The Science Behind Scheduling Creativity
Turns out, you can schedule creativity. On the flip side, too much stress will kill it. According to creativity researcher and psychology professor Dr. Jonathon Plucker, you have the power to develop and increase your creativity. “As strange as it sounds, creativity can become a habit. Making it one helps you become more productive.”¹
Psychologist Dr Robert Epstein recommends two key elements to developing the habit of creativity.² First, create routines of creativity. The second, develop practices that lead to a better overall well-being (so your brain can be creative when it’s time!) like getting enough rest, going outside, collaborating with others, and getting happy.
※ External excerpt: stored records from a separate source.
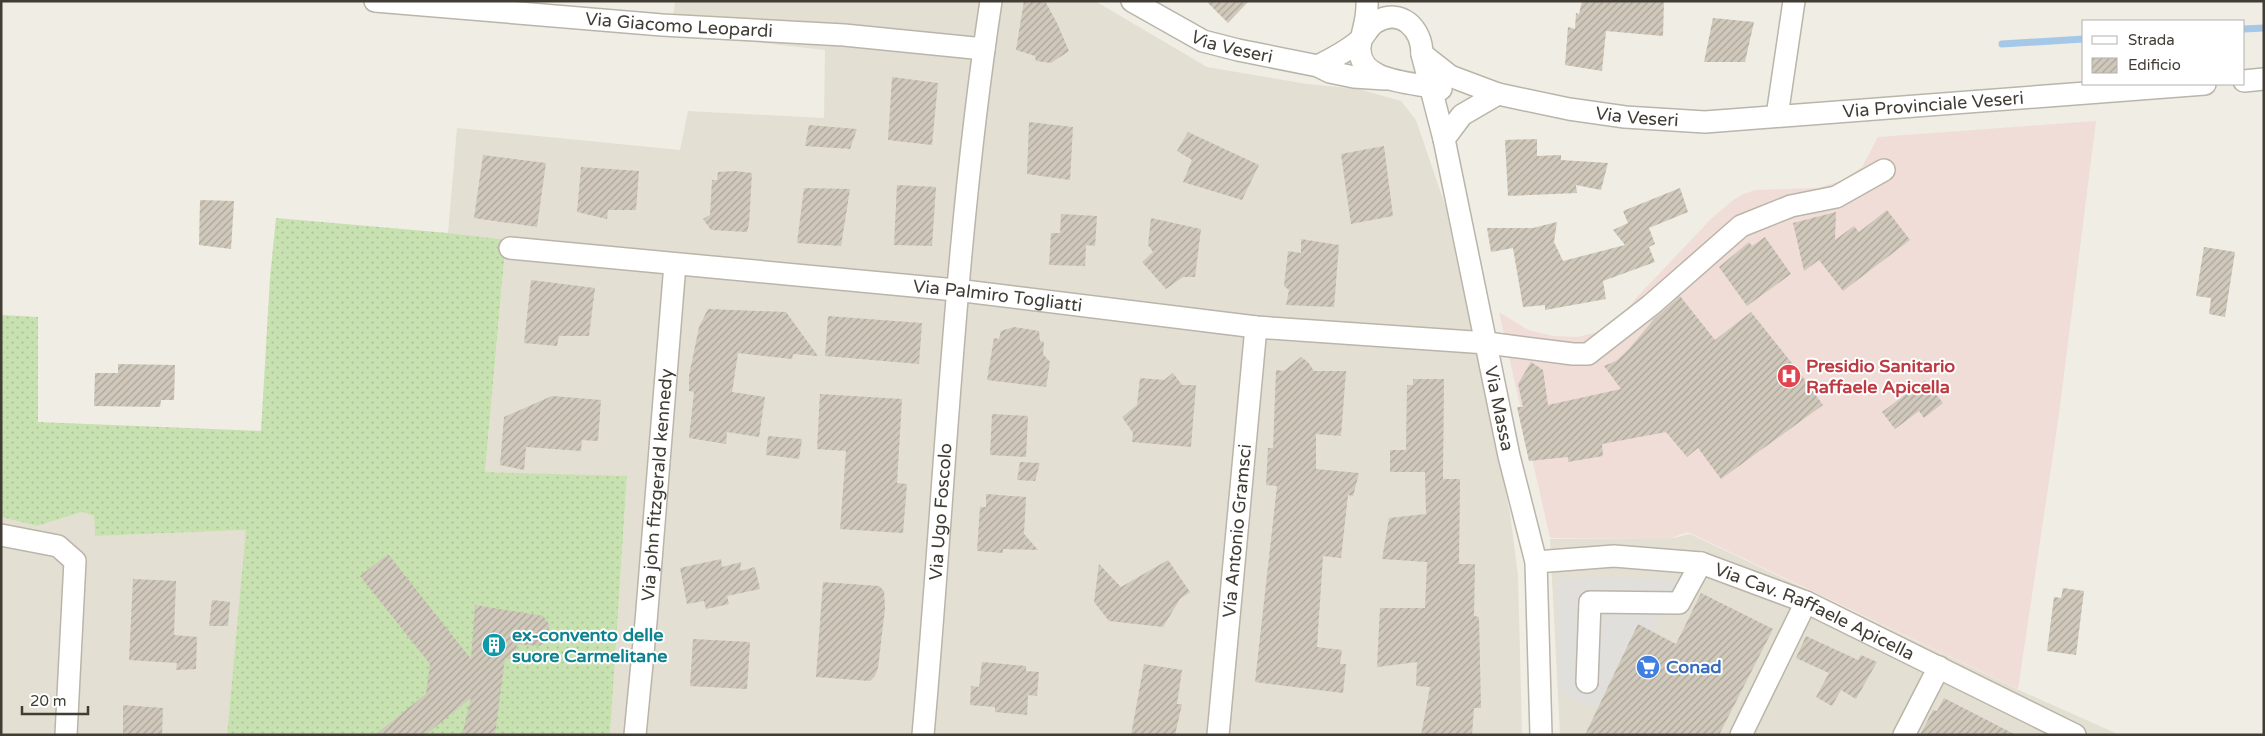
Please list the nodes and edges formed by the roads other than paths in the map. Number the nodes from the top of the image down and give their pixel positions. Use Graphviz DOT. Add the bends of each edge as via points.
graph roads {
  1 [pos="374,1"];
  2 [pos="991,1"];
  3 [pos="1132,1"];
  4 [pos="1367,1"];
  5 [pos="1388,1"];
  6 [pos="1794,1"];
  7 [pos="1404,20"];
  8 [pos="1362,38"];
  9 [pos="984,49"];
  10 [pos="1422,54"];
  11 [pos="1318,66"];
  12 [pos="1390,79"];
  13 [pos="2264,79"];
  14 [pos="2245,81"];
  15 [pos="2192,85"];
  16 [pos="1430,86"];
  17 [pos="1498,94"];
  18 [pos="1777,116"];
  19 [pos="1444,139"];
  20 [pos="1884,170"];
  21 [pos="510,248"];
  22 [pos="674,264"];
  23 [pos="956,290"];
  24 [pos="1256,327"];
  25 [pos="1487,343"];
  26 [pos="1,535"];
  27 [pos="1536,562"];
  28 [pos="1701,563"];
  29 [pos="1806,602"];
  30 [pos="1939,667"];
  31 [pos="1587,682"];
  32 [pos="66,735"];
  33 [pos="635,735"];
  34 [pos="923,735"];
  35 [pos="1218,735"];
  36 [pos="1541,735"];
  37 [pos="1742,735"];
  38 [pos="1904,735"];
  39 [pos="2074,735"];
  1 -- 9 [label="street, Via Giacomo Leopardi" via="662,25 844,35"];
  2 -- 9 [label="street"];
  3 -- 11 [label="street, Via Veseri" via="1203,41"];
  4 -- 8 [label="street" via="1368,16"];
  5 -- 7 [label="street"];
  6 -- 18 [label="street"];
  7 -- 8 [label="street" via="1386,18 1376,22"];
  7 -- 10 [label="street" via="1418,33"];
  8 -- 11 [label="street" via="1344,53"];
  8 -- 12 [label="street" via="1360,48 1365,65 1372,73"];
  9 -- 23 [label="street"];
  10 -- 12 [label="street" via="1415,68 1406,76"];
  10 -- 16 [label="street, Via Massa"];
  10 -- 17 [label="street, Via Veseri" via="1462,82"];
  11 -- 12 [label="street, Via Veseri" via="1354,77"];
  12 -- 16 [label="street, Via Veseri"];
  13 -- 14 [label="street"];
  15 -- 18 [label="street, Via Provinciale Veseri"];
  16 -- 17 [label="street, Via Veseri" via="1457,92"];
  16 -- 19 [label="street, Via Massa"];
  17 -- 18 [label="street, Via Veseri" via="1569,110 1659,120 1706,122"];
  17 -- 19 [label="street" via="1462,115"];
  19 -- 25 [label="street, Via Massa"];
  20 -- 25 [label="street, Via Palmiro Togliatti" via="1836,197 1791,206 1741,226 1651,305 1588,354"];
  21 -- 22 [label="street, Via Palmiro Togliatti"];
  22 -- 23 [label="street, Via Palmiro Togliatti"];
  22 -- 33 [label="street, Via john fitzgerald kennedy"];
  23 -- 24 [label="street, Via Palmiro Togliatti"];
  23 -- 34 [label="street, Via Ugo Foscolo"];
  24 -- 25 [label="street, Via Palmiro Togliatti"];
  24 -- 35 [label="street, Via Antonio Gramsci"];
  25 -- 27 [label="street, Via Massa" via="1509,456"];
  26 -- 32 [label="street" via="58,546 75,562"];
  27 -- 28 [label="street, Via Cav. Raffaele Apicella" via="1614,556"];
  27 -- 36 [label="street, Via Massa"];
  28 -- 29 [label="street, Via Cav. Raffaele Apicella"];
  28 -- 31 [label="street" via="1679,603 1590,602"];
  29 -- 30 [label="street, Via Cav. Raffaele Apicella"];
  29 -- 37 [label="street"];
  30 -- 38 [label="street"];
  30 -- 39 [label="street, Via Cav. Raffaele Apicella"];
}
Creating a Writing Routine
So how do you develop a new habit, specifically one as elusive as creativity? Habits forms when new behaviors become automatic, through a three-step process. First, something cues your brain that the process has started. The time has come to be creative. Secondly, there is a routine or the habit, the behavior itself. Finally, there is the reward. Something your brain enjoys that will help it remember this routine in the future.³
- Create a creative writing habit—a time designated to your writing. The cue might be the place where you write. The place specifically set aside for writing. This could be a coffee shop or a home office, but no matter where it is, it needs to be the same place each time. When I first started writing, I set up a desk in a small unused closet. There wasn’t anything special about it, save that it had what I needed: a desk, a comfortable chair, and power.
- Schedule a routine time—it doesn’t have to be daily, but it should be regular. Irregular fits of writing, by definition are not routine. Same goes for long breaks between writing appointments. It needs to be regular, frequent, and on-going to become a habit.
Once you have the cue (designated writing place, or scheduled writing time), design the routine. Start writing. Don’t use this time to schedule appointments, read emails, or do anything other than writing. If you’re struggling for what to write about, or aren’t feeling especially creative, write in your journal—but do it at your writing time/writing place! This may feel like torture at first, but you are training your brain that when you sit down it’s time to be creative. It’s time to write. I promise your brain will get the hang of it!
Now it’s time to create a reward. This can be anything from a sweet treat to scrolling online (whatever suits you!). You’ve earned it!
Rome Wasn’t Built in a Day
It takes a long time to write a book. I realize that’s not profound, but I think sometimes we need to remind ourselves of reality. Books aren’t written in a month—well, not good books anyway. You’ll need to create a habit of creative writing to get it done. The good news is, if you take the time to create a writing routine, to schedule creativity, your brain will come ready to write, resulting in faster, better writing. You may be wondering, How will it be better? Faster I get, but better? The old adage is true, Practice makes perfect. When you follow a consistent writing routine, you will get better at writing just because you’re practicing regularly. Create a writing schedule and stick to it. You’ll be writing better and faster in no time.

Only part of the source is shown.